# [What you will do]
Using the listing below, give again exactly the lines from the line with "wrist: (1289, 902)" to the line with "pinky mcp: (267, 385)", inclusive, without the pictures.

# [Records for the task]
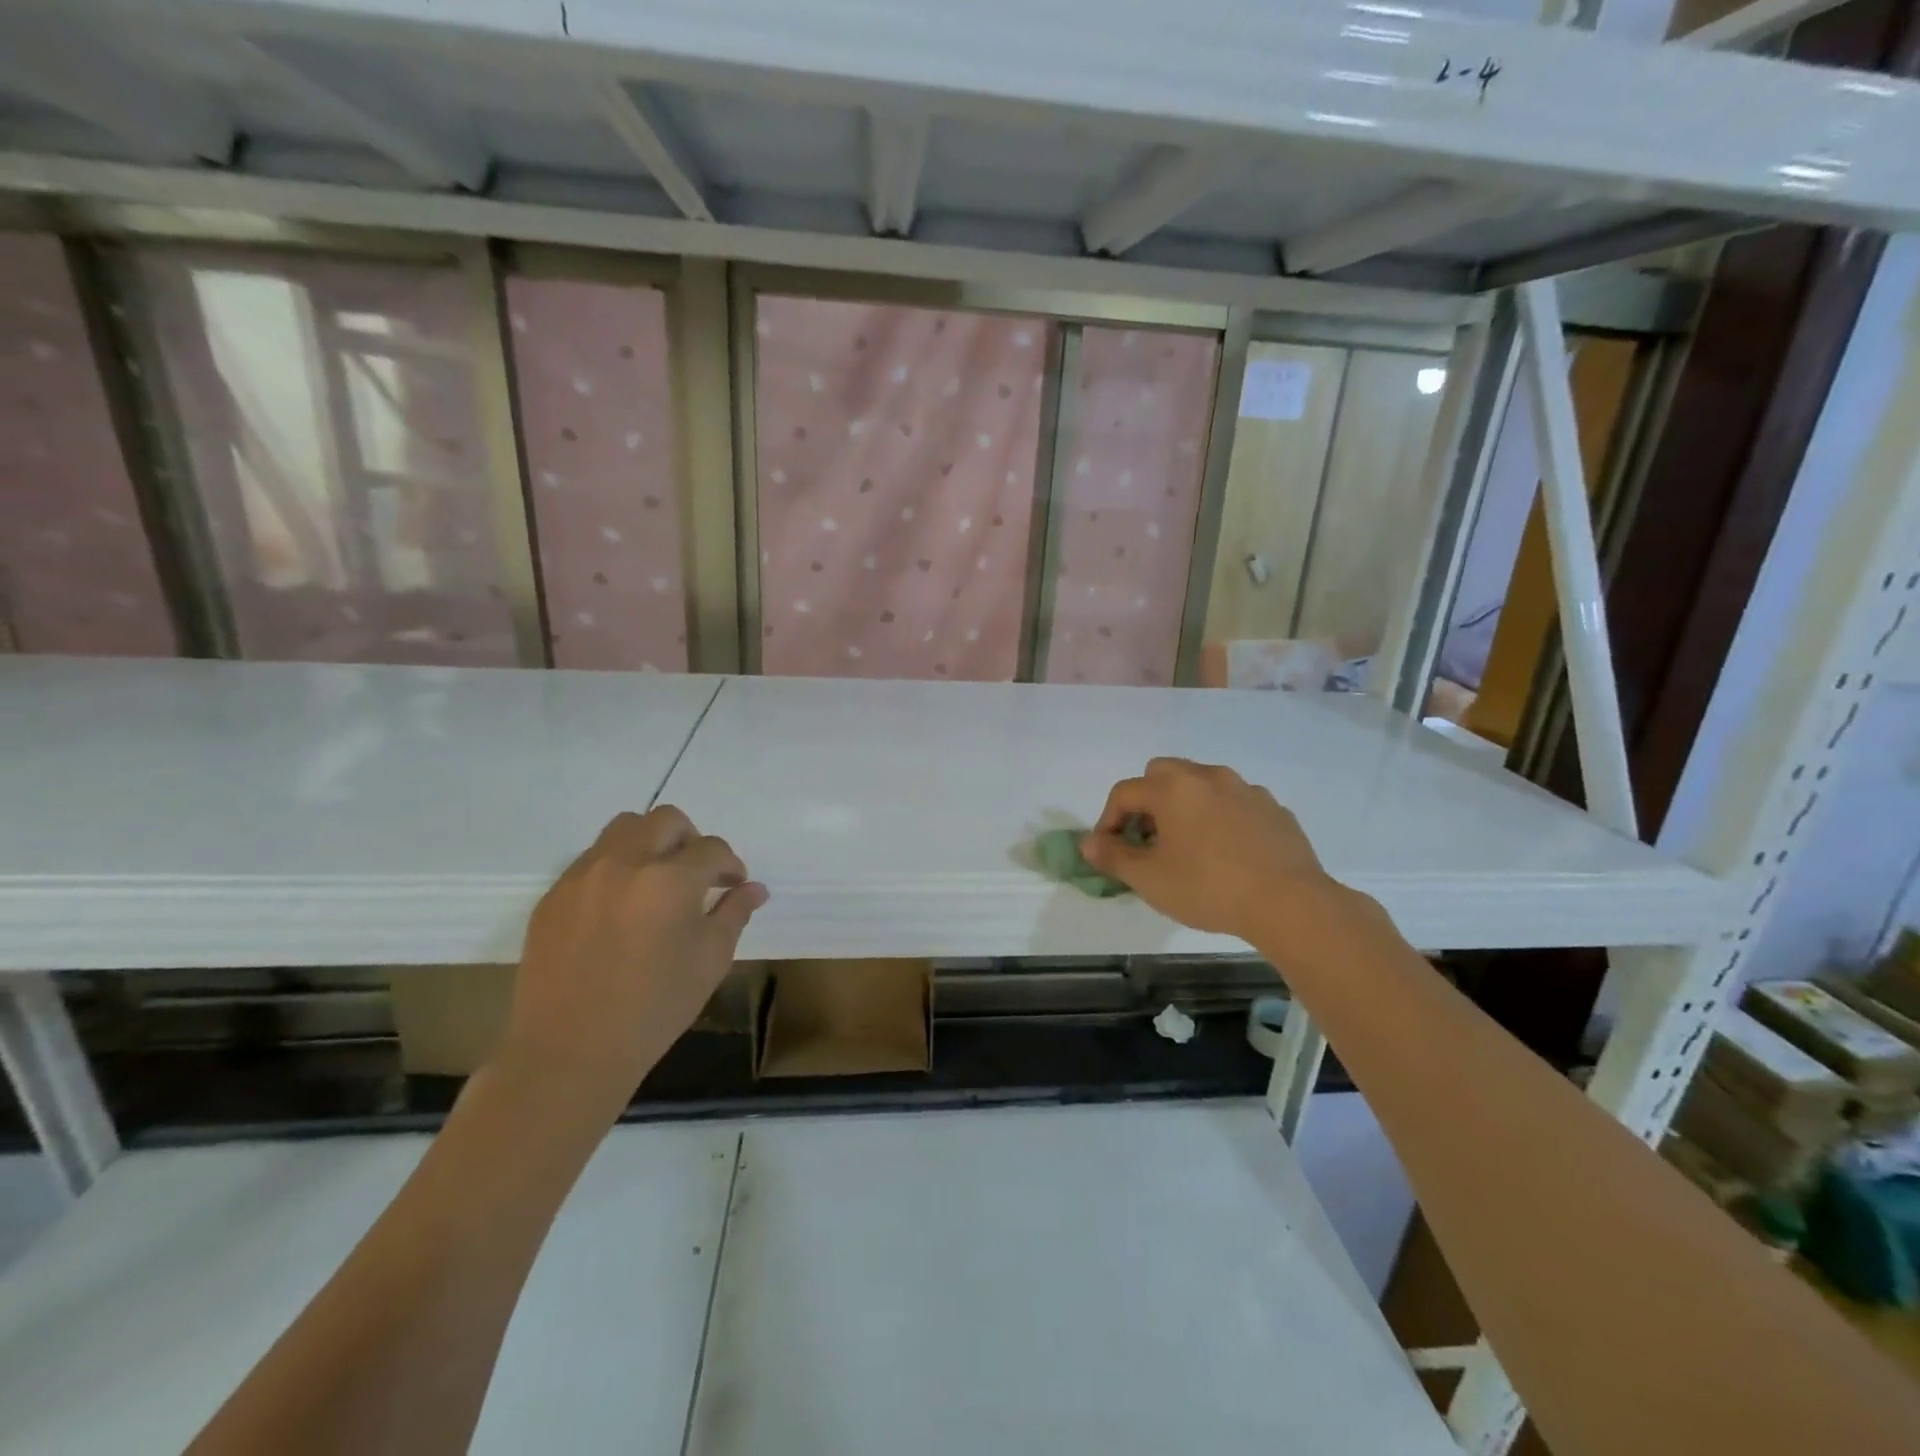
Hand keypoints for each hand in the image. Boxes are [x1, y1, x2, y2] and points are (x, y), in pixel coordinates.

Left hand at [498, 807, 766, 1125]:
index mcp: (670, 880)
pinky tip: (621, 907)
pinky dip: (616, 867)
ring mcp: (583, 876)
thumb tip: (754, 889)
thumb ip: (734, 914)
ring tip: (657, 880)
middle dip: (691, 839)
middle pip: (665, 820)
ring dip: (650, 843)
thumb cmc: (654, 1009)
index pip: (712, 849)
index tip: (734, 884)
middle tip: (697, 873)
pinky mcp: (553, 895)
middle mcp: (625, 864)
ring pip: (624, 829)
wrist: (570, 1051)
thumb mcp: (710, 961)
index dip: (730, 864)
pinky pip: (591, 860)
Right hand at [1081, 758, 1335, 942]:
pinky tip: (1226, 851)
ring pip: (1201, 784)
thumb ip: (1113, 857)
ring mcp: (1245, 789)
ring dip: (1185, 805)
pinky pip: (1234, 802)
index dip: (1107, 820)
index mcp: (1172, 788)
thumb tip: (1087, 844)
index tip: (1108, 850)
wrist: (1289, 902)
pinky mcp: (1273, 807)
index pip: (1124, 792)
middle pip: (1162, 773)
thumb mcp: (1149, 880)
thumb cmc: (1208, 888)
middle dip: (1147, 801)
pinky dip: (1220, 817)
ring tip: (1187, 845)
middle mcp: (1207, 777)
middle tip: (1148, 839)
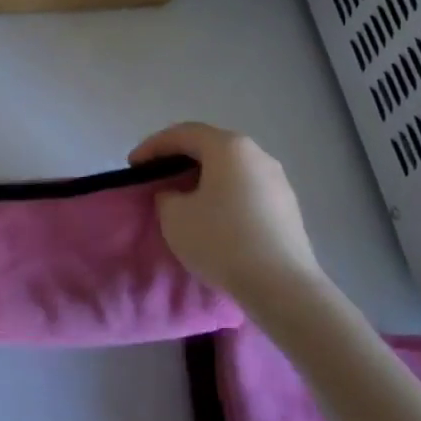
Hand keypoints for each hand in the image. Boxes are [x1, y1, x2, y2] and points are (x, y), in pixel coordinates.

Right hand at [130, 122, 327, 303]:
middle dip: (179, 159)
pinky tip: (213, 216)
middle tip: (155, 176)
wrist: (282, 286)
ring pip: (230, 168)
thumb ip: (167, 195)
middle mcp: (257, 154)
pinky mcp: (287, 206)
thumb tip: (177, 194)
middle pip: (210, 147)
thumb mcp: (174, 216)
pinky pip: (246, 188)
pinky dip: (223, 194)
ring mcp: (277, 180)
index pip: (182, 134)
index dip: (153, 146)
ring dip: (203, 178)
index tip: (132, 166)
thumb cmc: (222, 240)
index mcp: (229, 147)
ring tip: (182, 197)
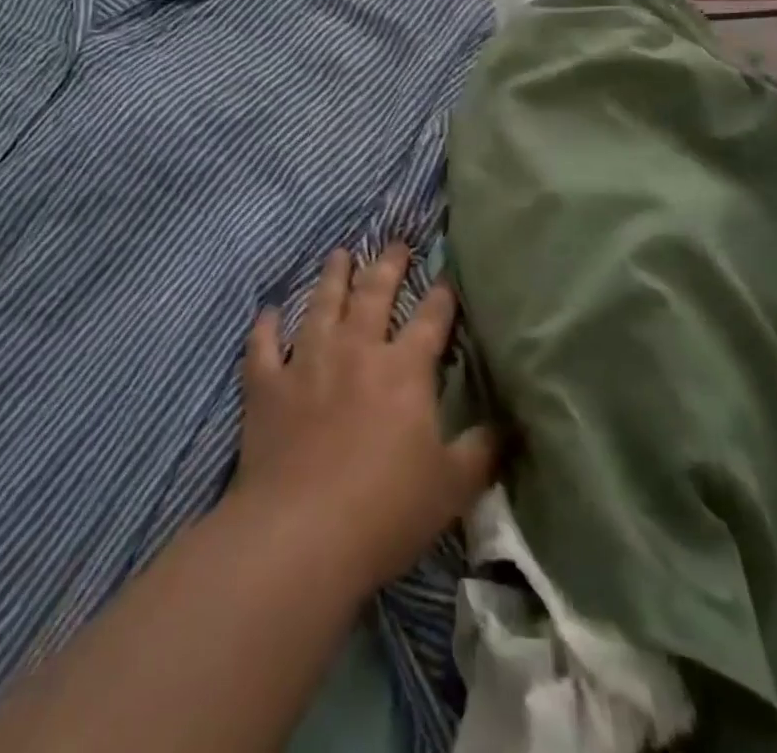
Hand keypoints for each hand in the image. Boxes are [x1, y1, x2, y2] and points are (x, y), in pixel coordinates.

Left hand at [236, 243, 499, 595]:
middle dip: (388, 266)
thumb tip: (513, 426)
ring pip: (321, 305)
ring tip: (339, 253)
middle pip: (374, 295)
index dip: (442, 295)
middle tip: (395, 242)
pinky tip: (268, 310)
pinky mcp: (267, 385)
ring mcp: (307, 362)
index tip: (447, 276)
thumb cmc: (385, 510)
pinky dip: (265, 326)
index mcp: (403, 369)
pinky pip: (263, 345)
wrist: (300, 534)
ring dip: (332, 277)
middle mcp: (356, 350)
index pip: (430, 319)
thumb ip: (483, 451)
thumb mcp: (452, 487)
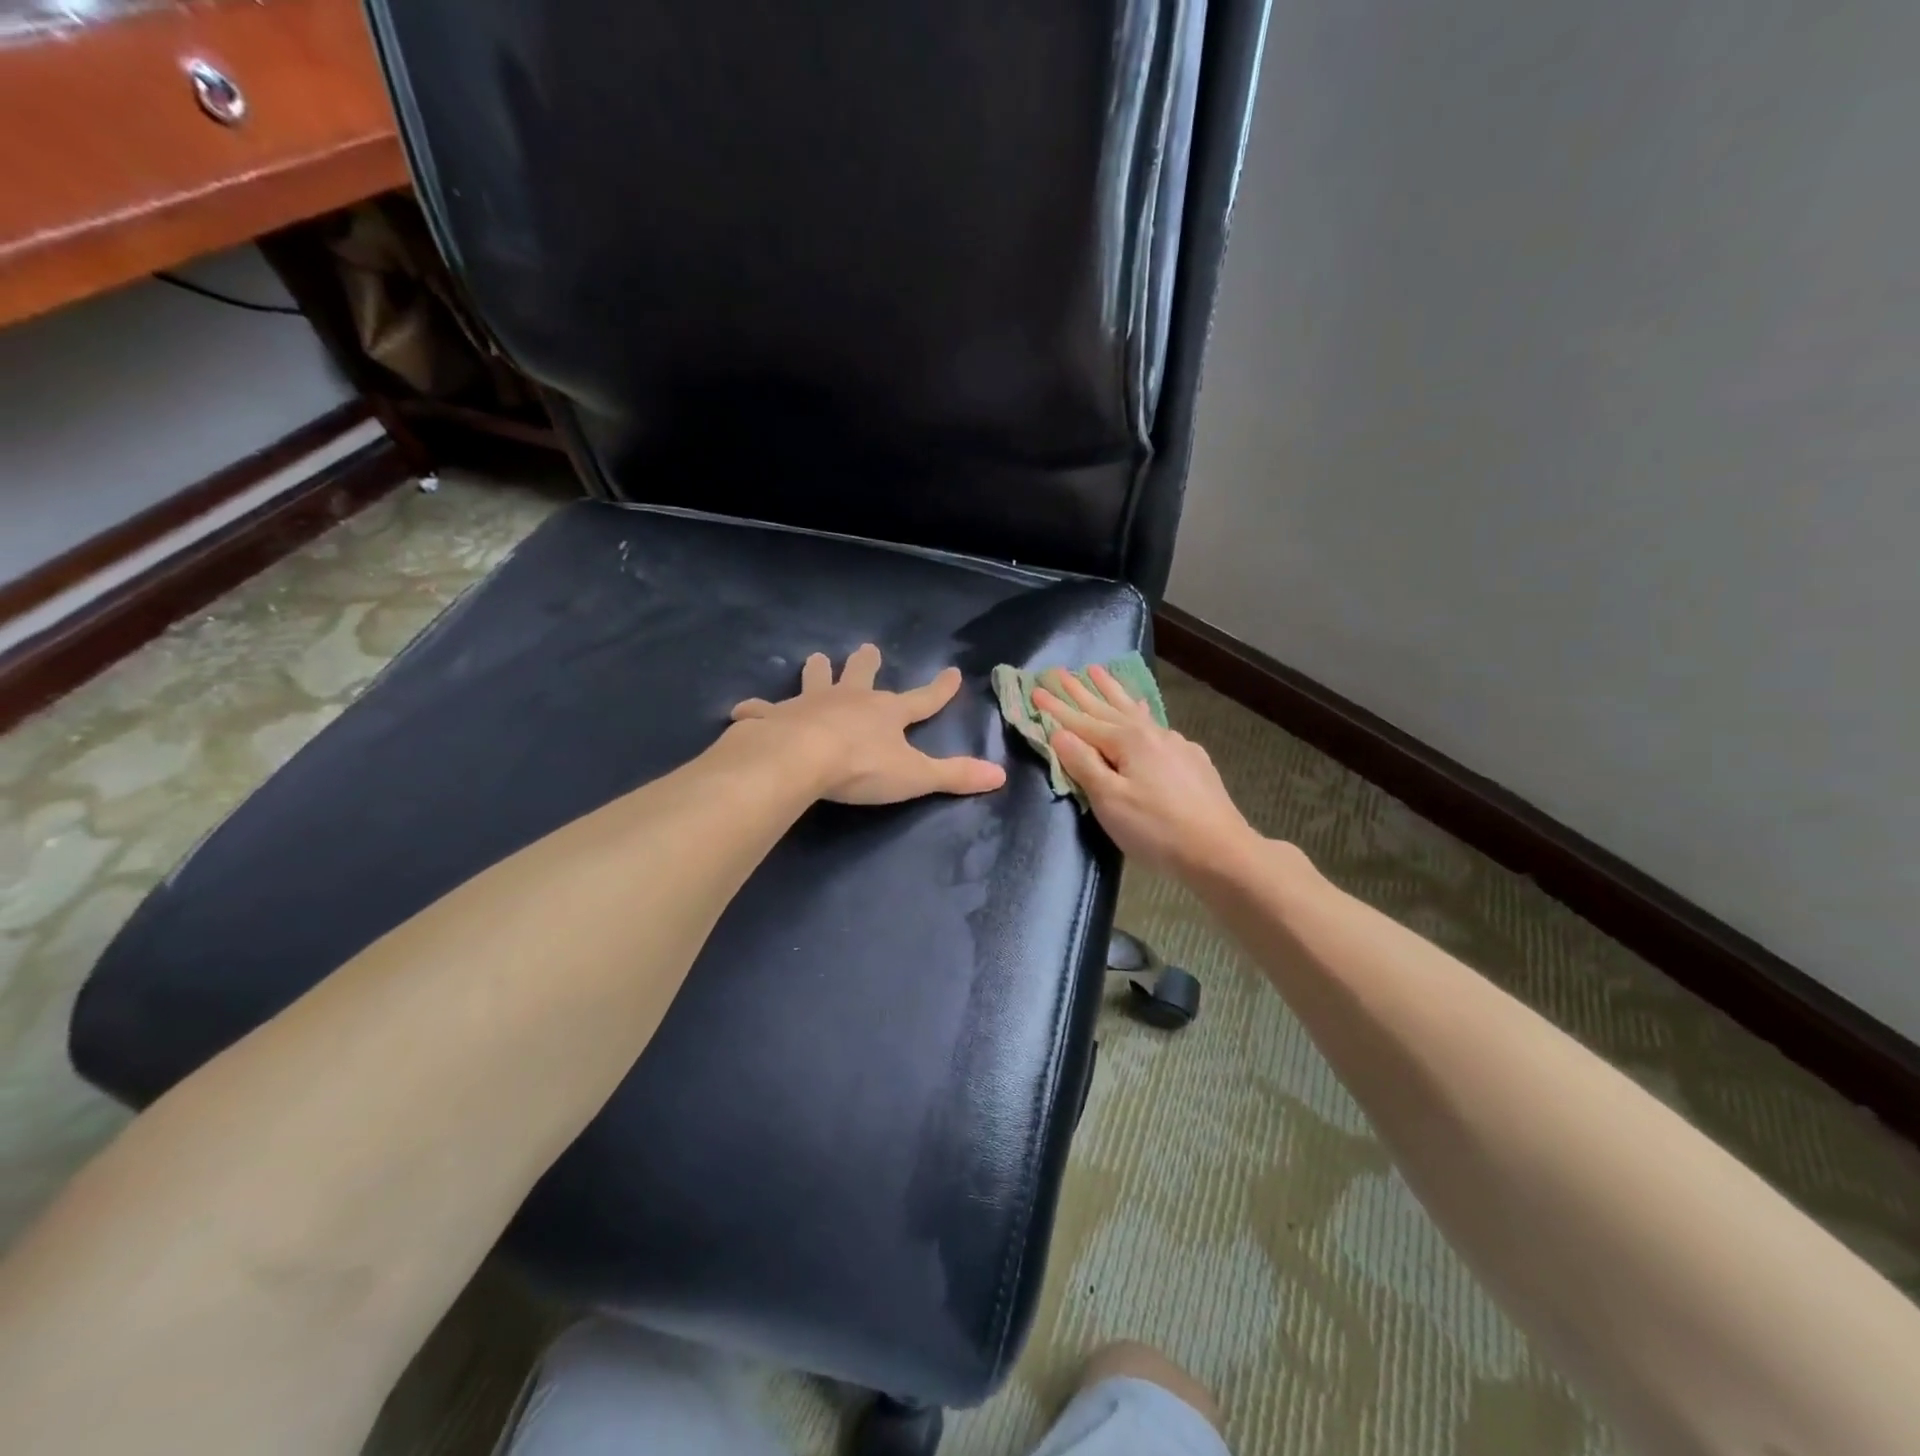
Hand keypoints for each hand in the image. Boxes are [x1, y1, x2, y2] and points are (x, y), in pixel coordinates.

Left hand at [730, 644, 1006, 804]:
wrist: (800, 759)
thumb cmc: (861, 767)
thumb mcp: (915, 775)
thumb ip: (955, 775)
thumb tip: (1000, 775)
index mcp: (886, 713)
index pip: (922, 699)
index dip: (939, 689)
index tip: (952, 672)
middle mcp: (849, 700)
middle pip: (861, 675)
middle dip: (866, 663)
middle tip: (867, 648)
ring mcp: (810, 704)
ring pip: (814, 680)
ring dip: (816, 671)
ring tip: (813, 658)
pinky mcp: (775, 717)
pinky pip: (762, 710)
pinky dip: (755, 709)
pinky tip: (744, 709)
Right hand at [1032, 665, 1259, 878]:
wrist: (1220, 851)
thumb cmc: (1156, 829)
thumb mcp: (1110, 800)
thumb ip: (1084, 764)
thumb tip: (1059, 733)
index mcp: (1128, 741)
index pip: (1082, 721)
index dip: (1056, 708)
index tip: (1035, 690)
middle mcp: (1152, 734)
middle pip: (1108, 709)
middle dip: (1081, 691)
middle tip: (1059, 671)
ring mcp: (1175, 745)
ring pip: (1134, 711)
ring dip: (1112, 692)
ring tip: (1097, 671)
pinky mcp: (1192, 760)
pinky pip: (1154, 725)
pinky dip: (1139, 712)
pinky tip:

# [Solution to this task]
wrist: (1289, 902)
pinky mcp: (1273, 807)
index pip: (1124, 792)
middle pip: (1162, 773)
thumb mcp: (1149, 880)
thumb cmc: (1208, 888)
middle dip: (1147, 801)
pinky dip: (1220, 817)
ring tip: (1187, 845)
middle mcp: (1207, 777)
middle tip: (1148, 839)
Hand keypoints for each hand in the image. Boxes are [x1, y1, x2, y2] and points are (x, y), in pixel coordinates.

Right hand at [130, 122, 327, 303]:
middle dip: (179, 159)
pinky tip: (213, 216)
middle tip: (155, 176)
wrist: (282, 286)
ring pip: (230, 168)
thumb ip: (167, 195)
middle mcp: (257, 154)
pinky mcp: (287, 206)
thumb tip: (177, 194)
middle pip: (210, 147)
thumb mcp: (174, 216)
pinky pip: (246, 188)
pinky dip: (223, 194)
ring mcp: (277, 180)
index pip: (182, 134)
index dip: (153, 146)
ring dip: (203, 178)
index tip: (132, 166)
thumb cmc: (222, 240)
index mcp: (229, 147)
ring tip: (182, 197)
Hand keypoints for each hand in the image. Boxes are [x1, y1, x2, y2] and points are (x, y), in pixel coordinates.

Left hand at [236, 243, 499, 595]:
middle dip: (388, 266)
thumb tip: (513, 426)
ring pip: (321, 305)
ring tip: (339, 253)
middle pip: (374, 295)
index dip: (442, 295)
middle tip: (395, 242)
pinky tip: (268, 310)
pinky mcp: (267, 385)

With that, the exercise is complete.